Objective: The standard categorization of arteriovenous malformations (AVMs) involves the Spetzler-Martin grading system, which uses a simple analysis of size, location (superficial or deep), and the presence of deep or superficial drainage. Hemodynamic risk factors are also thought to play important roles in the pathogenesis of these lesions and to be associated with the intracranial hemorrhage (ICH) rate. The actual hemodynamic factors for AVMs cannot be easily measured, but angioarchitectural features can be assessed and used as surrogate parameters.
Methods: The AVM angioarchitectural features for 662 patients were analyzed, and their associations with ICH as a presenting sign were studied. A cross-sectional analysis was used to qualify the strength of associations among clinical features, angioarchitectural characteristics, and ICH before treatment.
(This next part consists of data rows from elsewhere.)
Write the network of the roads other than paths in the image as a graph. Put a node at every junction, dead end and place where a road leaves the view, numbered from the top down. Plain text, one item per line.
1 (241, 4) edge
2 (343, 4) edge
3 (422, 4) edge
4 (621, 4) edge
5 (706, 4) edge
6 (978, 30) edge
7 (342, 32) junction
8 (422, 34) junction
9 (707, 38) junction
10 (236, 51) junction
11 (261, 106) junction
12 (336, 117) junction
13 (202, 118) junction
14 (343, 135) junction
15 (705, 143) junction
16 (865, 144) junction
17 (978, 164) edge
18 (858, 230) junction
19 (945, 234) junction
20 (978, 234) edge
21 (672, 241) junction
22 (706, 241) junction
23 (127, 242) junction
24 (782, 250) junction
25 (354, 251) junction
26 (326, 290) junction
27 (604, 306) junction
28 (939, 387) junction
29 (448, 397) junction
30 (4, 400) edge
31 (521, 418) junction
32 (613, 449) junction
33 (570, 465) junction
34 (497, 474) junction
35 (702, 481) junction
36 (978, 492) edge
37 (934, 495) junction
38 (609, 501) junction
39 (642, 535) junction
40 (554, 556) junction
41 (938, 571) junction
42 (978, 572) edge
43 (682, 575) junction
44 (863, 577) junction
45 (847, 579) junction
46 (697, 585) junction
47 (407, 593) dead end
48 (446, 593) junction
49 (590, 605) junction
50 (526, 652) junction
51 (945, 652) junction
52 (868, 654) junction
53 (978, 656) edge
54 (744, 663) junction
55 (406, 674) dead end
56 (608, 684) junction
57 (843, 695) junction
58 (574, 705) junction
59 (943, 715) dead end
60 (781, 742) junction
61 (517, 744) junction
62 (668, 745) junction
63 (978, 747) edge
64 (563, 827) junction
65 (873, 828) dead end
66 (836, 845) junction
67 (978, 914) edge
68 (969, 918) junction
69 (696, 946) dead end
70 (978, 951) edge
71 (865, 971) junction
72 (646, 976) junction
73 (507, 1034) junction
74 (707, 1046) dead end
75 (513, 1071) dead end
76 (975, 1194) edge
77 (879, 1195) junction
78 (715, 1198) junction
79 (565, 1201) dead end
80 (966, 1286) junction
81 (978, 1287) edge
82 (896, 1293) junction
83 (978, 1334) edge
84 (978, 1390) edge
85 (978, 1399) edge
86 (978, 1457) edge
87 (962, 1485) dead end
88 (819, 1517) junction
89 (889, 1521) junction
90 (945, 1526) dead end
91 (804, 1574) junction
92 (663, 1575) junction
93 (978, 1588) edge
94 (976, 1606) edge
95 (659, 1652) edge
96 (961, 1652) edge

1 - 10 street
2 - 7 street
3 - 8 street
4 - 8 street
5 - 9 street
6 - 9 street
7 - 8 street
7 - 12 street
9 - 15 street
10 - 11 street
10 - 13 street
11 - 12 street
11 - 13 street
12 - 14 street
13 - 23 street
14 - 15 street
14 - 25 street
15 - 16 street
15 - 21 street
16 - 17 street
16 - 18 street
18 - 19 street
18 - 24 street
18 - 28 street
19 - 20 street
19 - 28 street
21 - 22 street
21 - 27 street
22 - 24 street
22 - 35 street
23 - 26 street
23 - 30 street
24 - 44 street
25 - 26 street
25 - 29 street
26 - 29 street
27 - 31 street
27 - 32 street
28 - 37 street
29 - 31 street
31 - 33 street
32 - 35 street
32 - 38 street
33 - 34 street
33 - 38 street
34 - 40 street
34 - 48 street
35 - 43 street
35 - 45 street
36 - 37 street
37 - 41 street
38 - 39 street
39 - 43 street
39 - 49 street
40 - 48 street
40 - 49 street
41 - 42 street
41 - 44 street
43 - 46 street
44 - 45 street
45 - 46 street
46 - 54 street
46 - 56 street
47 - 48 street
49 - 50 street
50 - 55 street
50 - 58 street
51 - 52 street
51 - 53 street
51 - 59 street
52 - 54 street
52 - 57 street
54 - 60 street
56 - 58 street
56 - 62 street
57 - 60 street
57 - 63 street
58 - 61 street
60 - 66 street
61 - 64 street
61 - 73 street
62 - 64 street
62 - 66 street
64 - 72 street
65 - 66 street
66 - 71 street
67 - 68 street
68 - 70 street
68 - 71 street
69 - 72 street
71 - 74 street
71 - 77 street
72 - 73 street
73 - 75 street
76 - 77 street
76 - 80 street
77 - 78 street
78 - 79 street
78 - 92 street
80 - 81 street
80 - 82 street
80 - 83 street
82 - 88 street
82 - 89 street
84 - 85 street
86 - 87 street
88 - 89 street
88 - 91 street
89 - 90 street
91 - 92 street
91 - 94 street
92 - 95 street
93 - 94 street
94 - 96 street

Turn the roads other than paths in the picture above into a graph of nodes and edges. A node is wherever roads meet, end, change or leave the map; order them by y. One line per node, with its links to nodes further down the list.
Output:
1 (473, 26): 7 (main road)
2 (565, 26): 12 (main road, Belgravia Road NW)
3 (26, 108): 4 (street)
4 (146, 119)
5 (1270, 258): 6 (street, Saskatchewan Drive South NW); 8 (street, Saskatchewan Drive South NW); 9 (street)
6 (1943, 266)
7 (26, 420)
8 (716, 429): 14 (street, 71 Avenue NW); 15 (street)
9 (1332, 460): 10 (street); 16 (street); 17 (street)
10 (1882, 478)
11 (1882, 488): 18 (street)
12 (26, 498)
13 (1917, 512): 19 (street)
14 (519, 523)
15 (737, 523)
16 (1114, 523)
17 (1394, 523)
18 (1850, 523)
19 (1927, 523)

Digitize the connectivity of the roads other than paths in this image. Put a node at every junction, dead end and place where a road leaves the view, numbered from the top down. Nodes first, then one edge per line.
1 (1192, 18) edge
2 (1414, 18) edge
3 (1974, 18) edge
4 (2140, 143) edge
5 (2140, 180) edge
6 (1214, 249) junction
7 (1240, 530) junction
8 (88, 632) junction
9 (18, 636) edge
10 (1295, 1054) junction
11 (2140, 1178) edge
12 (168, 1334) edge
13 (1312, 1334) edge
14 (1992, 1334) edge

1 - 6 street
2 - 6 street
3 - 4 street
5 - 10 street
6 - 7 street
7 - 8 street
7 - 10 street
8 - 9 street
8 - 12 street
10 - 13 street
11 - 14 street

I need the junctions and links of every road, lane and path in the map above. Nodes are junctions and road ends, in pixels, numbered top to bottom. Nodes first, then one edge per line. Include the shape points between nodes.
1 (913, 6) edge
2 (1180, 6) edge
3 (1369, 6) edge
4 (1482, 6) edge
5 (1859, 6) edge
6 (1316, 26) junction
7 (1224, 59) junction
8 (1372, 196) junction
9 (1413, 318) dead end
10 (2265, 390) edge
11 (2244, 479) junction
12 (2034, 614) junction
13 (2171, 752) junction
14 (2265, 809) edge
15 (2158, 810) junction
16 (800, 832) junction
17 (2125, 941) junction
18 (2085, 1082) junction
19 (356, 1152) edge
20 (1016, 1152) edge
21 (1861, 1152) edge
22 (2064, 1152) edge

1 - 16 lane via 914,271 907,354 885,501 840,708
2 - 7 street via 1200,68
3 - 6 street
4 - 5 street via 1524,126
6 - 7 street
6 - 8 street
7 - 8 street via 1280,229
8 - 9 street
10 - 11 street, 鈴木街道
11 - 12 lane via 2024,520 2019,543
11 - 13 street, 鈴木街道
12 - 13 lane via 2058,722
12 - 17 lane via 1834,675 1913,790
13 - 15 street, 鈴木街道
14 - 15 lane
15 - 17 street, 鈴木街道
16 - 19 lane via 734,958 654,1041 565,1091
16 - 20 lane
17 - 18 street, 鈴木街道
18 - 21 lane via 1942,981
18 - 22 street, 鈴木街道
Results: The multivariate analysis indicated that arterial stenosis and arterial ectasia were associated with lower ICH rates, whereas venous stenosis increased the rate of ICH. The presence of angiogenesis modified the effects of arterial and venous stenosis. Furthermore, the effect of venous stenosis depended on the location of the nidus. The presented data do not support a direct positive association between associated aneurysms and ICH.
Conclusion: Certain angiographic features seem to have prognostic potential with respect to the occurrence of ICH among patients with AVMs. A discriminatory prognostic index is proposed; its relevance must be proven in a future prospective study.